Xavier Villaurrutia (1903–1950). México
Xavier Villaurrutia es uno de los nombres esenciales de la poesía mexicana del siglo XX. Integrante del grupo «Los Contemporáneos», Villaurrutia destacó no solo como poeta, sino también como dramaturgo, crítico y traductor. Su obra, aunque breve, es de una intensidad lírica y una sofisticación formal que lo sitúan entre los más altos exponentes de la poesía hispanoamericana. Su mundo poético está marcado por un tema que lo obsesionó a lo largo de su vida: la muerte. Pero no una muerte gloriosa o épica, sino íntima, silenciosa, nocturna. Una muerte que, como sugiere su estilo, es tan existencial como estética.
Influenciado por el simbolismo francés y el modernismo, pero también por el psicoanálisis freudiano y la poesía metafísica, Villaurrutia crea una lírica de lo interior, de lo onírico, de lo oscuro. En sus Nocturnos, entre los que se encuentra el poema que hoy comentamos, el poeta explora con lúcida desesperación el tránsito entre la vigilia y el sueño, entre el cuerpo y la nada.
NOCTURNO MUERTO
Primero un aire tibio y lento que me ciña
como la venda al brazo enfermo de un enfermo
y que me invada luego como el silencio frío
al cuerpo desvalido y muerto de algún muerto.
Después un ruido sordo, azul y numeroso,
preso en el caracol de mi oreja dormida
y mi voz que se ahogue en ese mar de miedo
cada vez más delgada y más enardecida.
¿Quién medirá el espacio, quién me dirá el momento
en que se funda el hielo de mi cuerpo y consuma
el corazón inmóvil como la llama fría?
La tierra hecha impalpable silencioso silencio,
la soledad opaca y la sombra ceniza
caerán sobre mis ojos y afrentarán mi frente.
En este Nocturno muerto, Villaurrutia logra una de las más densas y estremecedoras imágenes de la agonía consciente, del tránsito hacia la muerte, o quizás hacia el sueño definitivo. La secuencia del poema —del aire tibio que ciñe al silencio absoluto que aplasta— reproduce una especie de ritual de extinción del cuerpo, pero sobre todo del yo lírico, que observa con minuciosidad su propia desaparición.
El tono es contenido, frío, casi clínico, pero cargado de símbolos oscuros: vendas, caracoles, sombras, ceniza. Todo en este poema parece construido desde la imagen de un cuerpo que se va quedando sin aliento, sin voz, sin identidad. El lector asiste no a una explosión de vida o de angustia, sino a un apagar lento, una evaporación existencial.
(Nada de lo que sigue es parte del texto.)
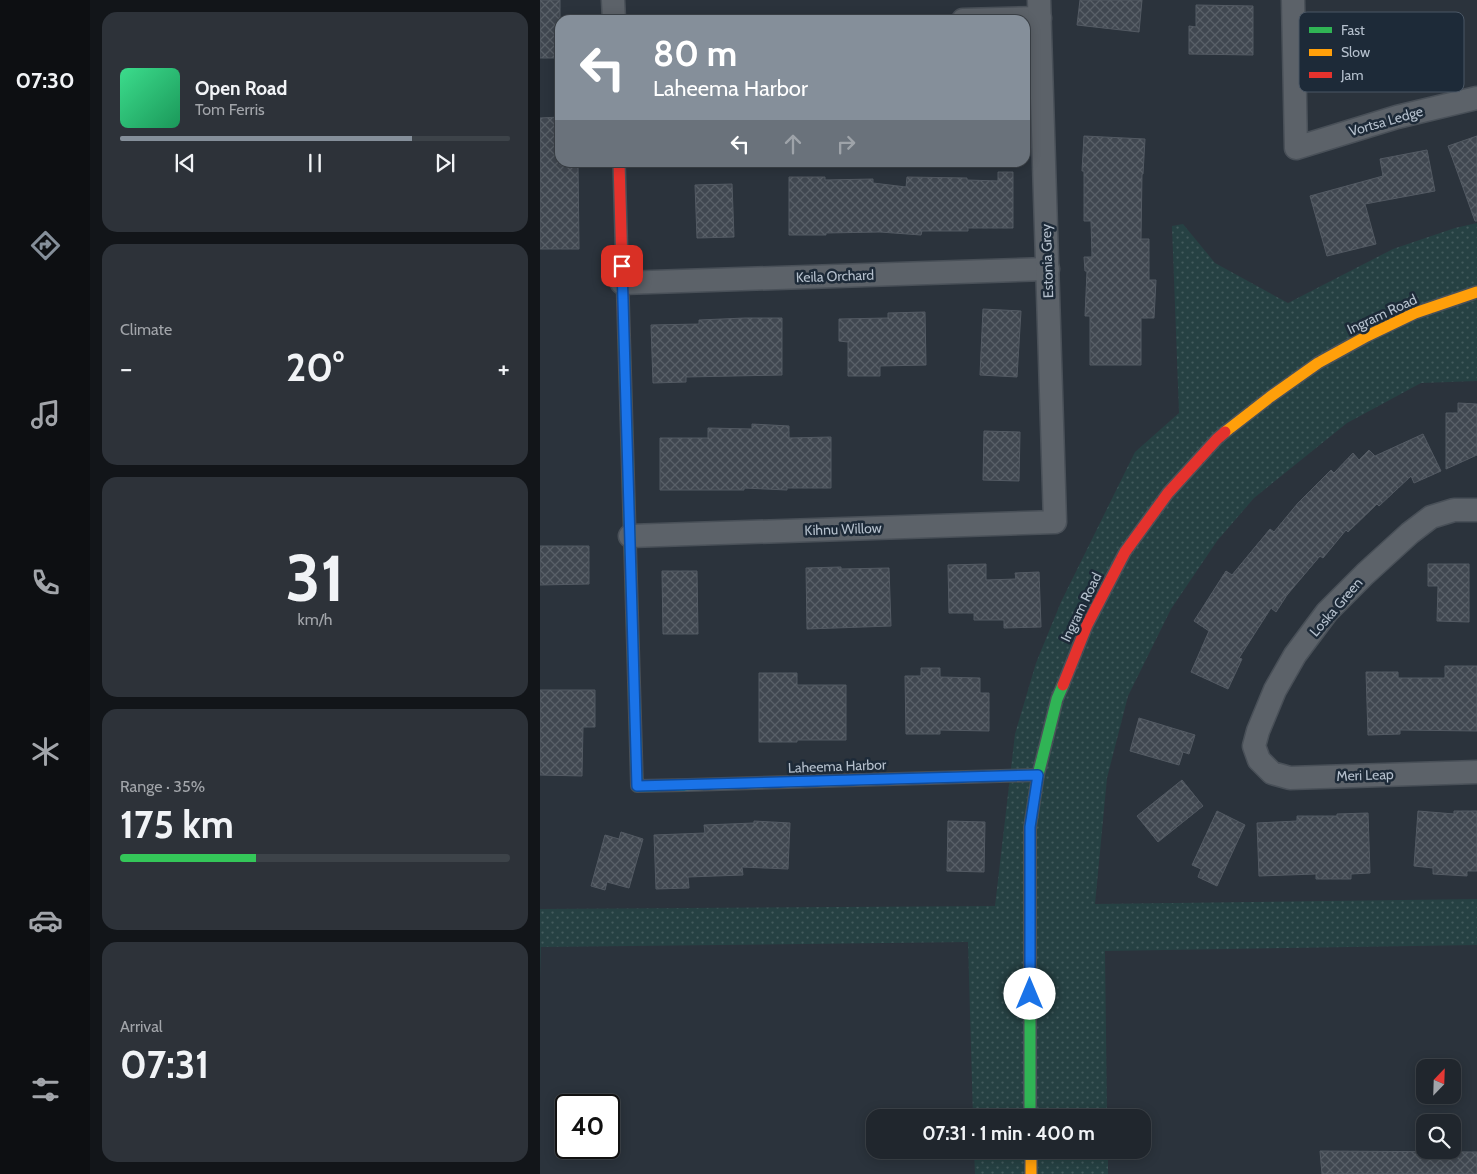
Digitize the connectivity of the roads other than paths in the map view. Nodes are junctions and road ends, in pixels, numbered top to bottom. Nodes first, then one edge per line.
1 (613, 0) edge
2 (1293, 0) edge
3 (1040, 9) edge
4 (614, 15) edge
5 (998, 15) edge
6 (1477, 98) edge
7 (618, 167) edge
8 (1048, 269) junction
9 (622, 283) junction
10 (1477, 292) edge
11 (1477, 510) edge
12 (1056, 522) joint
13 (630, 536) junction
14 (1259, 760) joint
15 (1477, 772) edge
16 (1038, 775) junction
17 (1030, 1109) edge
18 (1031, 1159) edge
19 (1031, 1174) edge

1 - 4 street
2 - 6 street, Vortsa Ledge
3 - 5 street
3 - 8 street, Estonia Grey
7 - 9 street
8 - 9 street, Keila Orchard
8 - 12 street, Estonia Grey
9 - 13 street
10 - 16 street, Ingram Road
11 - 14 street, Loska Green
12 - 13 street, Kihnu Willow
13 - 16 street, Laheema Harbor
14 - 15 street, Meri Leap
16 - 17 street, Ingram Road
18 - 19 street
¿Quién medirá el espacio, quién me dirá el momento
en que se funda el hielo de mi cuerpo y consuma
el corazón inmóvil como la llama fría?
Este terceto central es fundamental. El cuerpo, ya helado, se presenta como una contradicción: un corazón quieto como una llama fría. Villaurrutia lleva el oxímoron al extremo: la muerte no es fuego ni hielo, es ambas cosas a la vez. Es un estado suspendido entre el calor que se fue y el frío que invade.
El poema concluye con una desmaterialización total. La tierra se vuelve impalpable, el silencio se hace materia (“silencioso silencio”), la soledad y la sombra caen sobre el rostro como si fueran sustancias físicas, en una imagen cercana al final del cuerpo, pero también de la conciencia.
La tierra hecha impalpable silencioso silencio,
la soledad opaca y la sombra ceniza
caerán sobre mis ojos y afrentarán mi frente.
El verbo «afrentar» en el último verso —tan violento como inesperado— sugiere que la muerte no es solo desaparición, sino una humillación, un agravio que el yo no puede evitar. No hay consuelo, no hay trascendencia. Solo una conciencia lúcida del final, de ese instante en que la vida se apaga sin gloria ni redención.
Xavier Villaurrutia nos ofrece con este poema una obra de arte sombría y precisa, una sinfonía de silencios y apagamientos donde cada palabra resuena como un eco de lo inevitable. En un mundo donde la poesía muchas veces celebra la vida, él elige explorar el territorio opuesto: la noche del alma, la quietud del cuerpo, la soledad total. Y lo hace con tal maestría que su poesía no deja de vibrar con intensidad y belleza.
Su voz —como su “voz que se ahoga”— sigue resonando en quienes se atreven a mirar cara a cara la noche interior.